CP: Where do you draw most of your creative inspiration?

RC: It's just like any writer; it comes in so many different ways. It may start with a chord progression or a guitar lick or just a song title or something that happened or something I need to write about.

I recently wrote a song called "River of Love" because it sounded good, just the title. I built the title around that. I have a song called "Jerry and JB" about Jerry Garcia (from the Grateful Dead) and John Bell from Widespread Panic as the icons, and the similarities between generations of concert goers. There are a lot of Allman Brothers references or show references, things like that, Rolling Stone Magazine, things that represent that particular culture.

I've been writing songs for 42 years. Sometimes, I sit down to write a song because I can; sometimes, I sit down and write a song because I needed to.

CP: So was "Jerry and JB" a case of you wanting to write a song or needing to?

RC: I had a whole lot of success, the band had, with a song called "Miracle Ticket." It really shows that deeply rooted, John Prine/Arlo Guthrie/storyteller kind of thing. We had a whole lot of success with that song, and it was really more of a guy telling a story with a musical bed in the background about a kid wanting to go see the Grateful Dead and trying to get a ticket. With the success of that, I wanted to write a sequel to that song, and that's where "Jerry and JB" came from.

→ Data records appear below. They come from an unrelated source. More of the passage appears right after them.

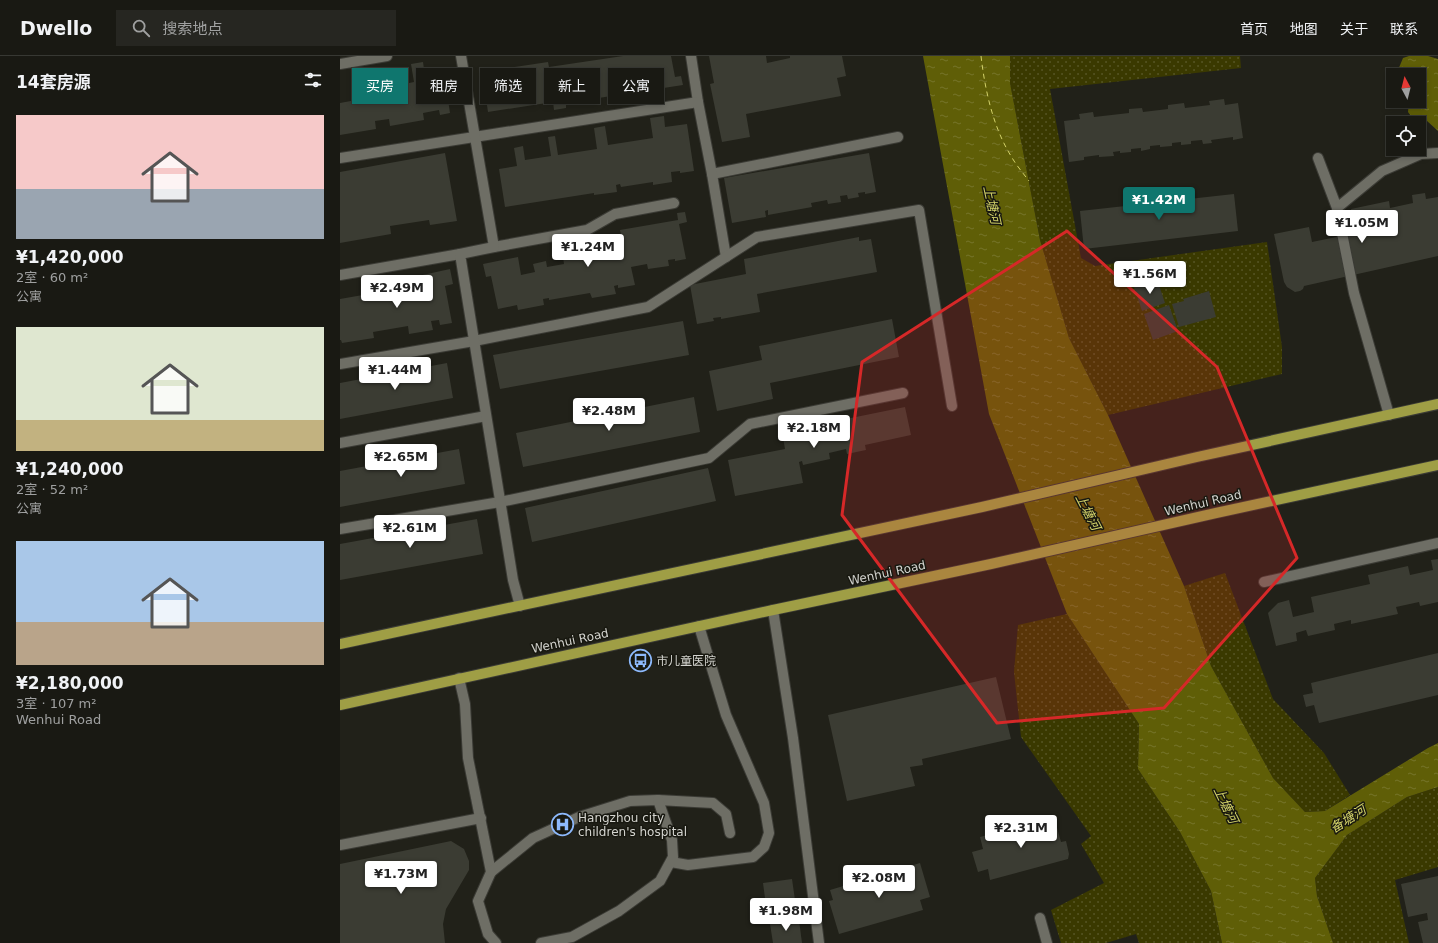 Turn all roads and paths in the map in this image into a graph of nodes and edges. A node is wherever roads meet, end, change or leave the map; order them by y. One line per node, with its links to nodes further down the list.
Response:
1 (387, 56): 4 (street)
2 (461, 56): 6 (street)
3 (691, 56): 5 (street)
4 (340, 64)
5 (698, 102): 6 (street); 11 (street)
6 (474, 136): 9 (street); 14 (street)
7 (898, 137): 11 (street)
8 (1438, 153): 13 (street)
9 (340, 158)
10 (1318, 158): 13 (street)
11 (712, 174): 16 (street)
12 (674, 203): 14 (street)
13 (1337, 208): 23 (street)
14 (494, 247): 15 (street)
15 (460, 254): 17 (street); 18 (street)
16 (726, 257): 18 (street); 22 (street)
17 (340, 275)
18 (474, 341): 19 (street); 24 (street)
19 (340, 364)
20 (903, 393): 27 (street)
21 (1438, 404): 23 (main road)
22 (952, 406)
23 (1389, 415): 31 (main road)
24 (486, 416): 25 (street); 27 (street)
25 (340, 443)
26 (1438, 465): 32 (main road, Wenhui Road)
27 (500, 502): 28 (street); 31 (street)
28 (340, 529)
29 (1438, 543): 30 (street)
30 (1264, 582)
31 (520, 606): 34 (main road)
32 (773, 610): 33 (main road, Wenhui Road); 46 (street)
33 (699, 626): 35 (main road, Wenhui Road); 41 (street)
34 (340, 644)
35 (459, 678): 36 (main road, Wenhui Road); 38 (street)
36 (340, 705)
37 (658, 800): 39 (street); 41 (street); 42 (street)
38 (481, 818): 40 (street); 42 (street)
39 (730, 833)
40 (340, 845)
41 (671, 862): 45 (street)
42 (491, 872): 44 (street)
43 (1040, 918): 47 (street)
44 (496, 943)
45 (541, 943)
46 (819, 943)
47 (1047, 943)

CP: The song definitely perks your ear up. Was any of it autobiographical and drawn from your own experience?

RC: A lot of it is directly from my life, definitely. Yeah, it's all personal experiences.

CP: Do you remember the first song you wrote 42 years ago?

RC: The first song I wrote was during the Vietnam War. It was 1968, and the song was called "Thunder of Shells." It was very psychedelic, and we all wore ponchos out of paisley material that my mom made. I can remember it so vividly, like it was yesterday, but I can't remember what I had for dinner last night. (Laughs.)

It was a talent show with a strobe light, and we had on these obnoxious, matching paisley ponchos playing "Thunder of Shells."

If you hit an amplifier on top and it has reverb, it makes a god-awful sound, and I thought, "Oh, man, we could start the song off like that." It sounded like the end of the world. (Laughs.) That's how it started off, and then, there would be this dreamy, psychedelic, heavily reverbed guitar lick. Then, the flash of the strobe light would come on, and we would put on our little ponchos. I thought, "Today, the gym. Tomorrow, 'Ed Sullivan.'" We were on the way.

CP: Do you still play it?

RC: Oh good lord. That was in school, so it was January or February of '68, and by popular demand, it was probably retired by March of '68. (Laughs.) We thought it was great. Sometimes, it's the audience's fault when things don't happen, not ours. (Laughs.)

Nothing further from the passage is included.